The first climb was pretty legit at 11 kilometres (7 miles) in length, 101 switchbacks, and 600 meters (2,000 feet) of vertical. I was tentative about using the monster bailout gear as the shifting didn’t feel as good as stock during my brief parking lot test. In fact, I thought it would be fun to see how long I could avoid using it on the climb. However, half way though I found myself shifting into it without intention. I only realized that I was in the X-Cog when I went to shift down a gear. It took an extra pedal stroke to get back into the 36t, which was noticeable. I started using it on more sections and found that the upshift was almost as good as the stock cog. Adjusted properly, I would say the average rider wouldn’t notice the difference in upshift quality. The most noticeable difference is the extra cadence.

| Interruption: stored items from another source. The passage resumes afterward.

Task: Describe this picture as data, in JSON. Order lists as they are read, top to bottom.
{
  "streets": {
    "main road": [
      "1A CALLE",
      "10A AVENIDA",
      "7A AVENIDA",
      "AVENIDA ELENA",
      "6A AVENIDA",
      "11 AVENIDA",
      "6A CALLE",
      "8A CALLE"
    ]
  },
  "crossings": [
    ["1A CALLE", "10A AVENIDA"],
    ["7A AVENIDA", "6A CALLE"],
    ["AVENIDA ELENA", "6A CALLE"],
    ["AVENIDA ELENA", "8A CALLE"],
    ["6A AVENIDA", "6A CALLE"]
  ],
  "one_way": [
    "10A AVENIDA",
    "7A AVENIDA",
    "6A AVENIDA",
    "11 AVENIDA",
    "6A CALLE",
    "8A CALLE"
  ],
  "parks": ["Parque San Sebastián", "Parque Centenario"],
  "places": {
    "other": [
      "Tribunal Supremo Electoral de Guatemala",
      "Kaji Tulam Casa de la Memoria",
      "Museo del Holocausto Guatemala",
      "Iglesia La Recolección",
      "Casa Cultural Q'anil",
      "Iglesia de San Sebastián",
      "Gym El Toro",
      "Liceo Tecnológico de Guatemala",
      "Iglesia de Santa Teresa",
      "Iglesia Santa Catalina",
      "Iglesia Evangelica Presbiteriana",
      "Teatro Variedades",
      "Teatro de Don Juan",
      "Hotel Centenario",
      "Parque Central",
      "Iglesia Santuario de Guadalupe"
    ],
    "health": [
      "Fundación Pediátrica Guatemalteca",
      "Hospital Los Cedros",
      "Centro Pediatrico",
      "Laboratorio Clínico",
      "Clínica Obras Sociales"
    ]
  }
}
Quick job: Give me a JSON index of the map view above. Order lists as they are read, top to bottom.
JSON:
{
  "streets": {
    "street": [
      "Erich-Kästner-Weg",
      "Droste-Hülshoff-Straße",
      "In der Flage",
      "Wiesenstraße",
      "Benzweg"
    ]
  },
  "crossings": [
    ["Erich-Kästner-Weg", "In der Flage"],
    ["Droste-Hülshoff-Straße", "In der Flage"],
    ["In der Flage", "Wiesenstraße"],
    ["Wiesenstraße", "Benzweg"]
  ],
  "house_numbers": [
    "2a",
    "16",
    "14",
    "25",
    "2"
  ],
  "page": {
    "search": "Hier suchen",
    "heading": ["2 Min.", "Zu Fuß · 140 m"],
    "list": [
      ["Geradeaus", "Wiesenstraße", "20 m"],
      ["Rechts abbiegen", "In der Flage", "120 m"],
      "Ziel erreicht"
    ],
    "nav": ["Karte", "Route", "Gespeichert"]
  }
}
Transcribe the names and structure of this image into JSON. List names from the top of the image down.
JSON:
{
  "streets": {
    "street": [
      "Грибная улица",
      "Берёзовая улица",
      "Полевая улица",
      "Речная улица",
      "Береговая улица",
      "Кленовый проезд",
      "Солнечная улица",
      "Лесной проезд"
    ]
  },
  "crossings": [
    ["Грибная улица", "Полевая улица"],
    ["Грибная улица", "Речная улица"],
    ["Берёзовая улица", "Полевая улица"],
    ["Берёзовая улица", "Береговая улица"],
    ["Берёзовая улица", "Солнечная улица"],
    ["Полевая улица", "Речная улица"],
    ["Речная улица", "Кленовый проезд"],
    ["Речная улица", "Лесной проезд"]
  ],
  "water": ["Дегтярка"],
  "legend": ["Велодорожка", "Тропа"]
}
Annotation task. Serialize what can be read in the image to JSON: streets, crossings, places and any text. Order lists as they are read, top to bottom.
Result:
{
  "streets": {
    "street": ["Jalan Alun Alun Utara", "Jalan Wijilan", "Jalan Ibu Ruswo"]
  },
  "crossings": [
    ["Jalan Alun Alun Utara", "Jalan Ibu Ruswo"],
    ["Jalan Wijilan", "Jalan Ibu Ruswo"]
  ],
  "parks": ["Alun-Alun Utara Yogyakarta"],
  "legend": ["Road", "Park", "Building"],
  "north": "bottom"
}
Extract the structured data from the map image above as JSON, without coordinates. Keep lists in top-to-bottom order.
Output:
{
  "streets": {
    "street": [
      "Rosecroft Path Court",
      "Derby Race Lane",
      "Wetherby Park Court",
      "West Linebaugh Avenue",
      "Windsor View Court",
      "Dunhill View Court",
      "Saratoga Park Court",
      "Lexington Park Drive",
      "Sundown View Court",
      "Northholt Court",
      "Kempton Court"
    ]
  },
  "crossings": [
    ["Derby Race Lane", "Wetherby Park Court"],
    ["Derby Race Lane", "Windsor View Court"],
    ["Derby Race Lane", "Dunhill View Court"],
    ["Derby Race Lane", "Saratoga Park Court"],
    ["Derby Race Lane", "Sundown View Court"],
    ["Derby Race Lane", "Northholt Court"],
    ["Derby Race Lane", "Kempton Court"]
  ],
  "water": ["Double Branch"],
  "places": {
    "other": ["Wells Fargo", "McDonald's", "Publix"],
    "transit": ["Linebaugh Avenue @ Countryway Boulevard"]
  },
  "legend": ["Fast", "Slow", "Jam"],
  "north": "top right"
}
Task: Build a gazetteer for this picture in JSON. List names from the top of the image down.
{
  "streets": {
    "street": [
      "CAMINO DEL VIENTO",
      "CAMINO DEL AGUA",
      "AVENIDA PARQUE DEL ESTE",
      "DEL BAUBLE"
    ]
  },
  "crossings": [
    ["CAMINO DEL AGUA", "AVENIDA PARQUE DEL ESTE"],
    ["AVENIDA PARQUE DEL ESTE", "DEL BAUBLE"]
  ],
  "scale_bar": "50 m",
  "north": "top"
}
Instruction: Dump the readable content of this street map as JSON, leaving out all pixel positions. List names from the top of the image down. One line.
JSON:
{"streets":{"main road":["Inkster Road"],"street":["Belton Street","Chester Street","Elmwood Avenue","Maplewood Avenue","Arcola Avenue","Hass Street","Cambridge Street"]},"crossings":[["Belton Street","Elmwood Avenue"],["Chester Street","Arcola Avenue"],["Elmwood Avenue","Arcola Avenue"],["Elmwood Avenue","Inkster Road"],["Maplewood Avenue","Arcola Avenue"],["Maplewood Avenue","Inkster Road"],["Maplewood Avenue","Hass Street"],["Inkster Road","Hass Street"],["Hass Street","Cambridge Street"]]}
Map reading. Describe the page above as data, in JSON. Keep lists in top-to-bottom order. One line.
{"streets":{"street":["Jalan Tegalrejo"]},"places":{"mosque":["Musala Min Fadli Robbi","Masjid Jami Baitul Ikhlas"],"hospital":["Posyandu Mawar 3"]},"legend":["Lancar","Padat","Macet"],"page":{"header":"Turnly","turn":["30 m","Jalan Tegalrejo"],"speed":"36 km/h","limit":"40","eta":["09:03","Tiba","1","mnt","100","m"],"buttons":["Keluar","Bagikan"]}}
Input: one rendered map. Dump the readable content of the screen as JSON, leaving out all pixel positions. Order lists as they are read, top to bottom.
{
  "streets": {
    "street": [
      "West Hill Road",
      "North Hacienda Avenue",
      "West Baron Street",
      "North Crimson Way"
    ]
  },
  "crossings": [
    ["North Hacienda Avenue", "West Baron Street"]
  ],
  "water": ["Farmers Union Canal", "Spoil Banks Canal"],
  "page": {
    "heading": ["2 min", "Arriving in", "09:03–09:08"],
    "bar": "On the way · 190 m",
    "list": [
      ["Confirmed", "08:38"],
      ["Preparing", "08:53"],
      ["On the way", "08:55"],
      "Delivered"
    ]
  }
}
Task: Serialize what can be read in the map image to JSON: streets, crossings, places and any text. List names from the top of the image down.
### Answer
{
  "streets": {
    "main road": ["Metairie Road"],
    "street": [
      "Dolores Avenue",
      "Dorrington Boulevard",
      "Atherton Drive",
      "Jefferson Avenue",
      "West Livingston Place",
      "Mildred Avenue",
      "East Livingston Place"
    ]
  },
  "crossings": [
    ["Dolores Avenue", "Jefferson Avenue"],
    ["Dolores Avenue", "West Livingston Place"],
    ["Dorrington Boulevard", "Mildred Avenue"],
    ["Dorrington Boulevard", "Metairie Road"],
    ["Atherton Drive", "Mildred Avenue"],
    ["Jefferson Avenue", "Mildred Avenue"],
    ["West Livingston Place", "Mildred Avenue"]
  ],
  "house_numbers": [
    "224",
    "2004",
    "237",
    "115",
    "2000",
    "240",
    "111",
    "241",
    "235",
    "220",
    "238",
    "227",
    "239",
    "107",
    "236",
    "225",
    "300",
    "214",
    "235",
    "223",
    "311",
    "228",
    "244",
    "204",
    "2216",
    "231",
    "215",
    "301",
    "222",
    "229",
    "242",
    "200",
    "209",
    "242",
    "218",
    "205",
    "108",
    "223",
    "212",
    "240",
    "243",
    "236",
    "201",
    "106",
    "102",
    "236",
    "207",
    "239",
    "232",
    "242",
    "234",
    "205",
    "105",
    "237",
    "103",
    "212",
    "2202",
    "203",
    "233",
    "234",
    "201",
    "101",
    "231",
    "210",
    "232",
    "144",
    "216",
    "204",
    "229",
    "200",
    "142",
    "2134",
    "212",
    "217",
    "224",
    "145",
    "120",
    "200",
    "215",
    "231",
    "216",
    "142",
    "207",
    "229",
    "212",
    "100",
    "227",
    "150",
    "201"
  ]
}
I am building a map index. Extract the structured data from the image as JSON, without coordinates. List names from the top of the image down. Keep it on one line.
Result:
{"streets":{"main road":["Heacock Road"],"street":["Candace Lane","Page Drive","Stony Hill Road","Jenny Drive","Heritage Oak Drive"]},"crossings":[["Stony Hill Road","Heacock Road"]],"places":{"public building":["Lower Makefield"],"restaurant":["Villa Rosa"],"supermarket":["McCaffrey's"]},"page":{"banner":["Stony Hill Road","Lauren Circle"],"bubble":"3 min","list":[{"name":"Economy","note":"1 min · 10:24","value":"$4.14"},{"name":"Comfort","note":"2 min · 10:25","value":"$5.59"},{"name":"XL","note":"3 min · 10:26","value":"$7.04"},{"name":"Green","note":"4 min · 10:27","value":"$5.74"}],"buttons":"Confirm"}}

I played around with the barrel adjuster to try and improve the down shifting, but I could not seem to get rid of the lag without messing up the rest of the range. I settled on enough tension so that it would Juuust shift into the 44t without having to give the peddle some extra gas to make the downshift reasonable. I resided to the fact that in race situations, it would be more efficient to drop two gears down from the 44t instead of one. After practicing this a few times, it became second nature.

I felt that due to the large range I would have issues with dropping the chain when charging rougher DH sections. I put my stock Specialized lower guide back on and did not suffer any chain drops thus far. I still feel this could be an issue for some people long term, so you might want to give some thought to an upper or lower guide to help out. Again, no issues so far, but it is something to consider, especially if you race enduro.

I think the X-Cog can benefit riders from XC to enduro. It only adds 12 grams of weight, which shouldn’t bother the gram counters out there, and it gives you a huge range. I’m sure you can’t write a review or be seen riding one of these cog’s without someone telling you to grow some legs. But I’d like to see those riders clean some of the massive 1-2 hour climbs we have here in BC with some legitimately steep off-road terrain. If you are a fit rider, the extra range will allow you to consider running a larger chainring up front so that you can take advantage on fast descent or road sections. Although I wouldn’t go out and buy a new X01 or XX1 cassette and take off the stock cog, I would easily recommend buying this to replace a worn out 42t.